**PROBLEM TO WORK ON**
List every line in this data where the string "function" occurs.

**SUPPLIED ENTRIES**
———
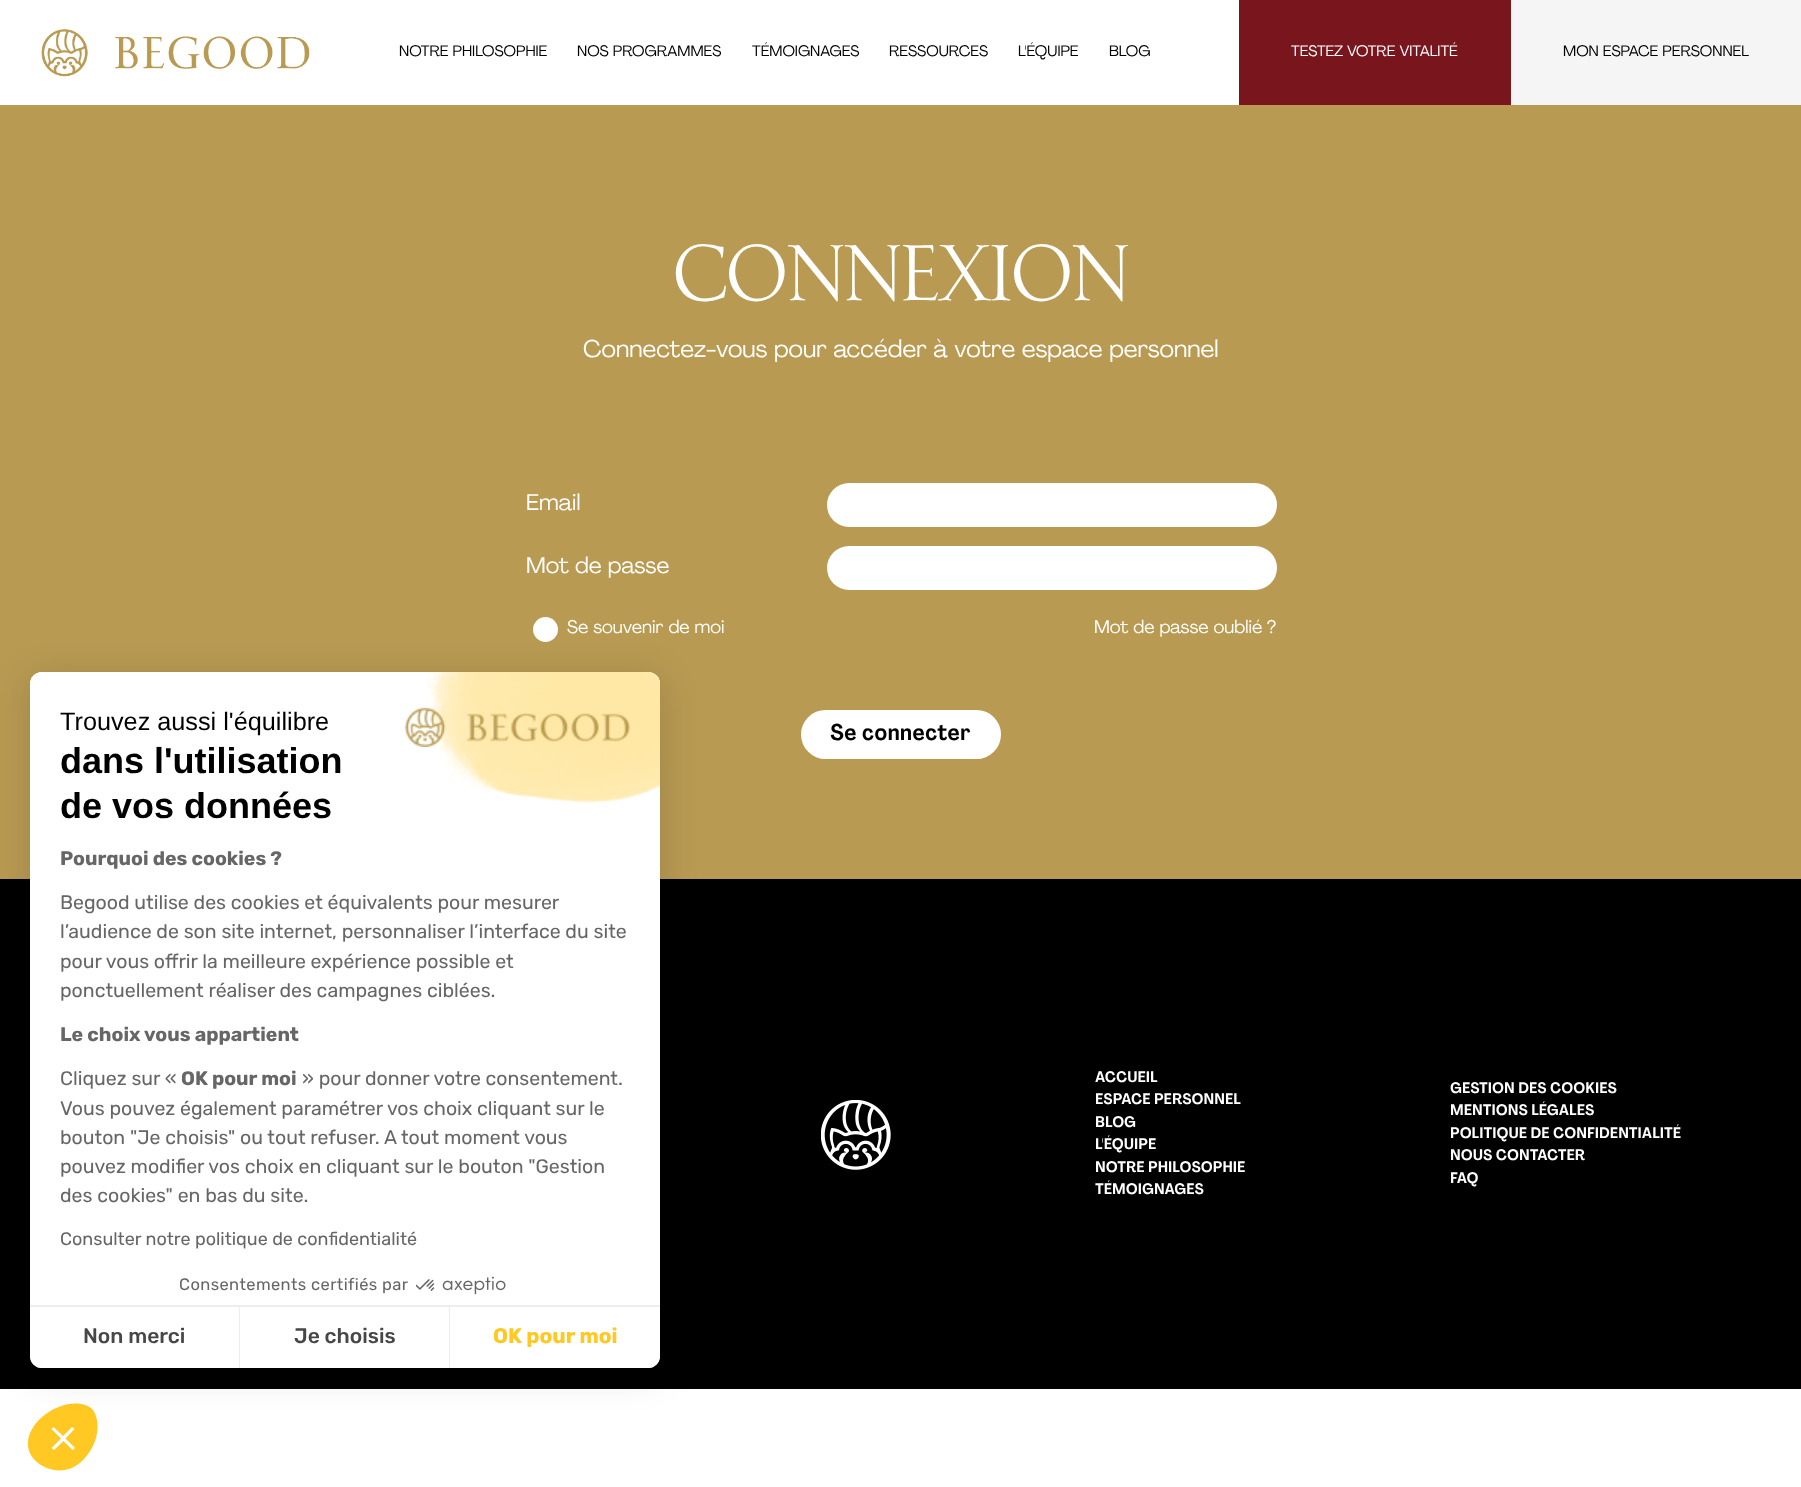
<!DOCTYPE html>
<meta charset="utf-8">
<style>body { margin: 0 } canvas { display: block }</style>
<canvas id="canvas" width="1801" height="1487"></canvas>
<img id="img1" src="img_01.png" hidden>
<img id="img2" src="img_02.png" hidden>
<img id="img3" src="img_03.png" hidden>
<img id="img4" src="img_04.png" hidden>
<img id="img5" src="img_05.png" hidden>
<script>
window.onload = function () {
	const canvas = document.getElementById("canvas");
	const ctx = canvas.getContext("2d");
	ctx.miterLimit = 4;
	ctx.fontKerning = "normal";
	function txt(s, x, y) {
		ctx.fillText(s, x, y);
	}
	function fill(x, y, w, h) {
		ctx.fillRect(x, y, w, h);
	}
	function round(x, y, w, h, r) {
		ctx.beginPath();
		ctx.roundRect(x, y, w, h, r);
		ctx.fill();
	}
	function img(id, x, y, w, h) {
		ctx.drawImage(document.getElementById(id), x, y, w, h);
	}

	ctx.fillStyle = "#FFFFFF";
	fill(0, 0, 1801, 1487);
	img("img1", 41, 29, 269, 48);
	ctx.fillStyle = "#79151D";
	fill(1239, 0, 272, 105);
	ctx.fillStyle = "#F5F5F5";
	fill(1511, 0, 290, 105);
	ctx.fillStyle = "#FFC823";
	ctx.beginPath();
	ctx.moveTo(92, 1409);
	ctx.bezierCurveTo(84, 1401, 62, 1400, 42, 1417);
	ctx.bezierCurveTo(24, 1433, 24, 1452, 38, 1463);
	ctx.bezierCurveTo(52, 1473, 70, 1474, 84, 1459);
	ctx.bezierCurveTo(101, 1441, 100, 1418, 92, 1409);
	ctx.fill();
	ctx.fillStyle = "#FFFFFF";
	ctx.beginPath();
	ctx.moveTo(74.5, 1429);
	ctx.lineTo(72, 1427);
	ctx.lineTo(63, 1436);
	ctx.lineTo(53.5, 1427);
	ctx.lineTo(51.5, 1429);
	ctx.lineTo(61, 1438.5);
	ctx.lineTo(51.5, 1448);
	ctx.lineTo(54, 1450);
	ctx.lineTo(63.5, 1441);
	ctx.lineTo(72.5, 1450);
	ctx.lineTo(75, 1448);
	ctx.lineTo(65.5, 1438.5);
	ctx.closePath();
	ctx.fill();
	ctx.fillStyle = "#B89A52";
	fill(0, 105, 1801, 774);
	ctx.fillStyle = "#FFFFFF";
	ctx.beginPath();
	ctx.arc(545.5, 629.5, 12.5, 0, Math.PI * 2);
	ctx.fill();
	ctx.fillStyle = "#000000";
	fill(0, 879, 1801, 510);
	ctx.fillStyle = "rgba(0, 0, 0, 0.15)";
	ctx.filter = "blur(18px)";
	ctx.beginPath();
	ctx.roundRect(30, 678, 630, 696, 12);
	ctx.fill();
	ctx.filter = "none";
	ctx.fillStyle = "#FFFFFF";
	round(30, 672, 630, 696, 12);
	round(30, 672, 630, 633, 12);
	img("img2", 426, 672, 234, 131);
	img("img3", 405, 707, 225, 40);
	img("img4", 416, 1276, 90, 19);
	ctx.fillStyle = "#EDEDED";
	fill(30, 1305, 630, 2);
	ctx.fillStyle = "#FFFFFF";
	ctx.beginPath();
	ctx.roundRect(30, 1307, 210, 61, [0, 0, 0, 12]);
	ctx.fill();
	ctx.fillStyle = "#EDEDED";
	fill(239, 1307, 1, 61);
	fill(449, 1307, 1, 61);
	ctx.fillStyle = "#FFFFFF";
	ctx.beginPath();
	ctx.roundRect(450, 1307, 210, 61, [0, 0, 12, 0]);
	ctx.fill();
	round(827, 483, 450, 44, 22);
	round(827, 546, 450, 44, 22);
	round(801, 710, 200, 49, 24.5);
	img("img5", 821, 1100, 70, 70);
	ctx.font = "15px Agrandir";
	ctx.fillStyle = "#000000";
	txt("NOTRE PHILOSOPHIE", 399, 56);
	txt("NOS PROGRAMMES", 577, 56);
	txt("TÉMOIGNAGES", 752, 56);
	txt("RESSOURCES", 889, 56);
	txt("L'ÉQUIPE", 1018, 56);
	txt("BLOG", 1109, 56);
	ctx.fillStyle = "#FFFFFF";
	txt("TESTEZ VOTRE VITALITÉ", 1291, 56);
	ctx.fillStyle = "#000000";
	txt("MON ESPACE PERSONNEL", 1563, 56);
	ctx.font = "25.25px Liberation Sans";
	txt("Trouvez aussi l'équilibre", 60, 730);
	ctx.font = "bold 36px Liberation Sans";
	txt("dans l'utilisation", 60, 773);
	txt("de vos données", 60, 818);
	ctx.font = "bold 19.5px Rubik";
	ctx.fillStyle = "#666666";
	txt("Pourquoi des cookies ?", 60, 865);
	ctx.font = "19.5px Rubik";
	txt("Begood utilise des cookies et équivalents pour mesurer", 60, 909);
	txt("l’audience de son site internet, personnaliser l’interface du site", 60, 938);
	txt("pour vous offrir la meilleure expérience possible et", 60, 968);
	txt("ponctuellement réaliser des campagnes ciblées.", 60, 997);
	ctx.font = "bold 19.5px Rubik";
	txt("Le choix vous appartient", 60, 1041);
	ctx.font = "19.5px Rubik";
	txt("Cliquez sur «", 60, 1085);
	ctx.font = "bold 19.5px Rubik";
	txt("OK pour moi", 181, 1085);
	ctx.font = "19.5px Rubik";
	txt("» pour donner votre consentement.", 302, 1085);
	txt("Vous pouvez également paramétrer vos choix cliquant sur le", 60, 1115);
	txt("bouton \"Je choisis\" ou tout refuser. A tout moment vous", 60, 1144);
	txt("pouvez modifier vos choix en cliquant sur le bouton \"Gestion", 60, 1173);
	txt("des cookies\" en bas du site.", 60, 1202);
	ctx.font = "18px Rubik";
	txt("Consulter notre politique de confidentialité", 60, 1245);
	ctx.letterSpacing = "0.4px";
	ctx.font = "16.5px Rubik";
	txt("Consentements certifiés par", 179, 1290);
	ctx.letterSpacing = "0px";
	ctx.font = "500 21px Rubik";
	ctx.fillStyle = "#474747";
	txt("Non merci", 83, 1343);
	txt("Je choisis", 294, 1343);
	ctx.font = "bold 21px Rubik";
	ctx.fillStyle = "#FFC823";
	txt("OK pour moi", 493, 1343);
	ctx.font = "78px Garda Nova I";
	ctx.fillStyle = "#FFFFFF";
	txt("Connexion", 673, 300);
	ctx.font = "24px Agrandir";
	txt("Connectez-vous pour accéder à votre espace personnel", 583, 357);
	ctx.font = "22.5px Agrandir";
	txt("Email", 526, 510);
	txt("Mot de passe", 526, 573);
	ctx.font = "18px Agrandir";
	txt("Se souvenir de moi", 567, 633);
	txt("Mot de passe oublié ?", 1094, 633);
	ctx.font = "bold 22.5px Agrandir";
	ctx.fillStyle = "#000000";
	txt("Se connecter", 830, 740);
	ctx.font = "bold 15px Agrandir";
	ctx.fillStyle = "#FFFFFF";
	txt("ACCUEIL", 1095, 1082);
	txt("ESPACE PERSONNEL", 1095, 1104);
	txt("BLOG", 1095, 1127);
	txt("L'ÉQUIPE", 1095, 1149);
	txt("NOTRE PHILOSOPHIE", 1095, 1172);
	txt("TÉMOIGNAGES", 1095, 1194);
	txt("GESTION DES COOKIES", 1450, 1093);
	txt("MENTIONS LÉGALES", 1450, 1115);
	txt("POLITIQUE DE CONFIDENTIALITÉ", 1450, 1138);
	txt("NOUS CONTACTER", 1450, 1160);
	txt("FAQ", 1450, 1183);
};
</script>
———
**TASK SOLUTION**
window.onload = function () {
	function txt(s, x, y) {
	function fill(x, y, w, h) {
	function round(x, y, w, h, r) {
	function img(id, x, y, w, h) {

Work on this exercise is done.